====== Input for this task ======
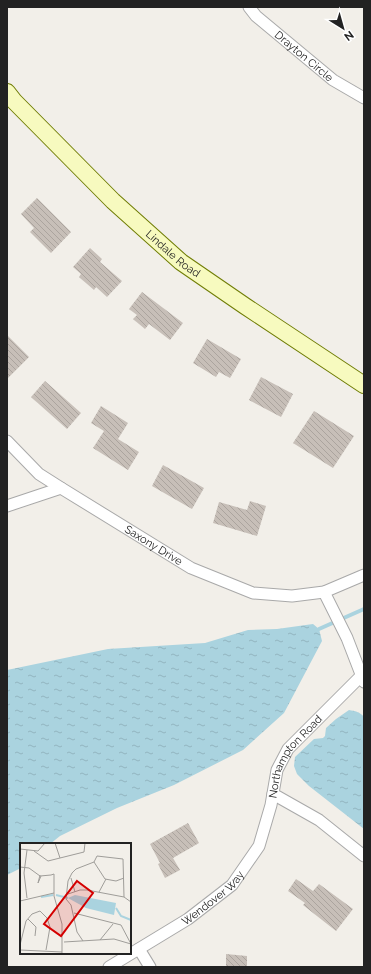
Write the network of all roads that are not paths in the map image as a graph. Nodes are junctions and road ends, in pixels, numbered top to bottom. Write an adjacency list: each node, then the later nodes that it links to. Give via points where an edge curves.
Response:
1 (250, 7): 3 (street, Drayton Circle, via 256,16 333,80)
2 (7, 92): 4 (street, Lindale Road, via 113,201 181,262)
3 (364, 98)
4 (364, 385)
5 (7, 441): 6 (street, Saxony Drive, via 39,474)
6 (61, 488): 7 (street); 9 (street, Saxony Drive, via 191,568 253,593 292,596)
7 (7, 506)
8 (364, 575): 9 (street)
9 (324, 592): 10 (street, Northampton Road, via 347,638)
10 (363, 679): 11 (street, Northampton Road, via 288,749 278,770)
11 (273, 794): 12 (street, Northampton Road, via 319,820); 13 (street, Wendover Way, via 259,846 232,885 188,919)
12 (364, 856)
13 (139, 949): 15 (street, Wendover Way); 17 (street)
14 (131, 954): 16 (street, Wendover Way)
15 (131, 954)
16 (109, 967)
17 (150, 967)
======
[Work instruction] Please give the data again unaltered, leaving out any images.

[Response below]
Write the network of all roads that are not paths in the map image as a graph. Nodes are junctions and road ends, in pixels, numbered top to bottom. Write an adjacency list: each node, then the later nodes that it links to. Give via points where an edge curves.
Response:
1 (250, 7): 3 (street, Drayton Circle, via 256,16 333,80)
2 (7, 92): 4 (street, Lindale Road, via 113,201 181,262)
3 (364, 98)
4 (364, 385)
5 (7, 441): 6 (street, Saxony Drive, via 39,474)
6 (61, 488): 7 (street); 9 (street, Saxony Drive, via 191,568 253,593 292,596)
7 (7, 506)
8 (364, 575): 9 (street)
9 (324, 592): 10 (street, Northampton Road, via 347,638)
10 (363, 679): 11 (street, Northampton Road, via 288,749 278,770)
11 (273, 794): 12 (street, Northampton Road, via 319,820); 13 (street, Wendover Way, via 259,846 232,885 188,919)
12 (364, 856)
13 (139, 949): 15 (street, Wendover Way); 17 (street)
14 (131, 954): 16 (street, Wendover Way)
15 (131, 954)
16 (109, 967)
17 (150, 967)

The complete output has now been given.